Degradation of phenol by synergistic chlorine-enhanced photo-assisted electrochemical oxidation

Abstract

Hybridization of a UV-C photoreactor with an electrochemical cell led to the discovery of a distinctive synergistic mechanism for the degradation and mineralization of phenol when free chlorine-producing anodes were utilized in the presence of chloride. After 6h, photochemical (UV) treatment resulted in 29% phenol mineralization and electrochemical (EL) treatment resulted in 35% and 52% mineralization using boron-doped diamond (BDD) and ruthenium oxide on titanium (DSA-Cl2) anodes, respectively.

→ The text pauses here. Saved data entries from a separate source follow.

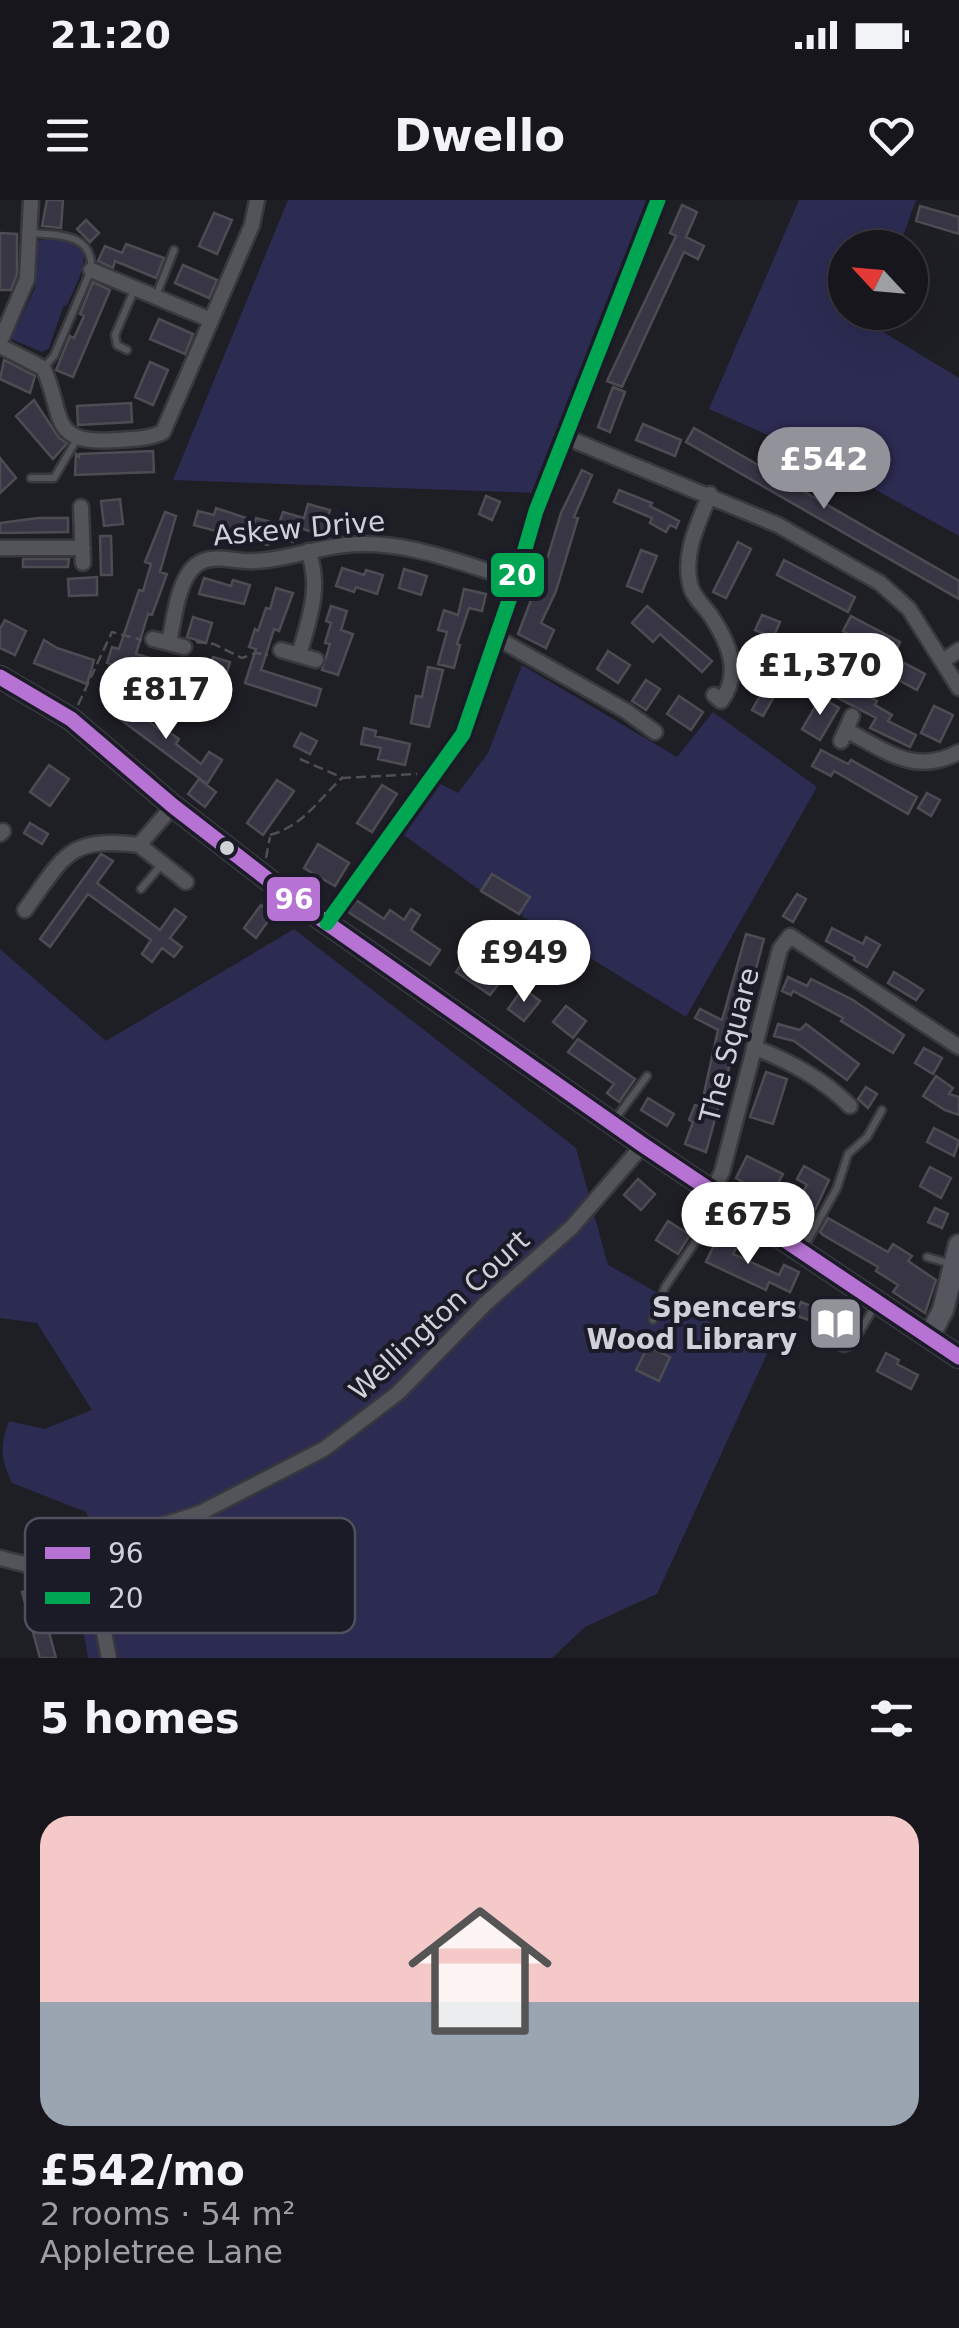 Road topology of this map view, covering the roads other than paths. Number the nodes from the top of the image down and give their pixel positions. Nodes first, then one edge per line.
1 (31, 200) edge
2 (257, 200) edge
3 (658, 200) edge
4 (30, 233) junction
5 (174, 250) dead end
6 (90, 270) junction
7 (134, 288) junction
8 (156, 298) junction
9 (211, 320) junction
10 (0, 344) edge
11 (127, 350) dead end
12 (43, 368) junction
13 (563, 436) junction
14 (78, 438) junction
15 (30, 478) dead end
16 (710, 494) junction
17 (81, 507) dead end
18 (0, 548) edge
19 (308, 551) junction
20 (516, 580) junction
21 (497, 638) junction
22 (153, 639) road end
23 (281, 650) road end
24 (959, 650) edge
25 (299, 655) junction
26 (316, 660) dead end
27 (943, 661) junction
28 (2, 683) edge
29 (959, 688) edge
30 (720, 701) dead end
31 (846, 729) dead end
32 (654, 732) dead end
33 (959, 752) edge
34 (173, 806) junction
35 (138, 845) junction
36 (162, 864) junction
37 (186, 882) dead end
38 (142, 889) dead end
39 (25, 910) dead end
40 (327, 923) junction
41 (754, 1047) junction
42 (959, 1047) edge
43 (647, 1076) dead end
44 (850, 1106) dead end
45 (882, 1110) dead end
46 (612, 1123) junction
47 (643, 1145) junction
48 (718, 1195) junction
49 (802, 1250) junction
50 (957, 1255) edge
51 (926, 1256) dead end
52 (877, 1302) junction
53 (653, 1320) dead end
54 (929, 1337) junction
55 (837, 1345) dead end
56 (959, 1357) edge
57 (184, 1518) edge
58 (0, 1558) edge
59 (25, 1564) edge
60 (104, 1633) edge
61 (109, 1658) edge

1 - 4 street
2 - 9 street
3 - 13 street
4 - 6 lane
4 - 10 street
5 - 8 lane
6 - 7 street
6 - 12 lane
7 - 8 street
7 - 11 lane
8 - 9 street
9 - 14 street
10 - 12 street
12 - 14 street
13 - 16 street
13 - 20 street
14 - 15 lane
16 - 27 street
16 - 30 street
17 - 18 street
19 - 20 street, Askew Drive
19 - 22 street, Askew Drive
19 - 25 street
20 - 21 street
21 - 32 street
21 - 40 street
23 - 25 street
24 - 27 street
25 - 26 street
27 - 29 street
28 - 34 street
31 - 33 street
34 - 35 street
34 - 40 street
35 - 36 street
35 - 39 street
36 - 37 street
36 - 38 lane
40 - 46 street
41 - 42 street, The Square
41 - 44 street
41 - 48 street, The Square
43 - 46 lane
45 - 49 lane
46 - 47 street
47 - 48 street
47 - 57 street, Wellington Court
48 - 49 street
48 - 53 lane
49 - 52 street
50 - 51 lane
50 - 54 street
52 - 54 street
52 - 55 lane
54 - 56 street
58 - 59 street, Wellington Court
60 - 61 street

However, the photo-assisted electrochemical (UVEL) process removed 88% and 96% of total organic carbon (TOC) after 6h with BDD and DSA-Cl2 anodes, respectively. The hybrid UVEL process generated highly reactive hydroxyl and chlorine radicals by the photolysis of in situ electrogenerated free chlorine. As a result, the UVEL treatment produced fewer chlorinated by-products compared to EL alone. UVEL with DSA-Cl2 had the highest TOC removal after 6h (96%), one of the highest mineralization rates (0.38h−1), and the lowest energy demand per order TOC removed (EEO=104kWhm−3order−1) without any residual toxicity after dechlorination. Generally, conventional advanced oxidation processes (UV/O3 and UV/H2O2) were most effective at mineralization up to 50%, but UVEL appeared more cost effective for mineralization beyond 75%.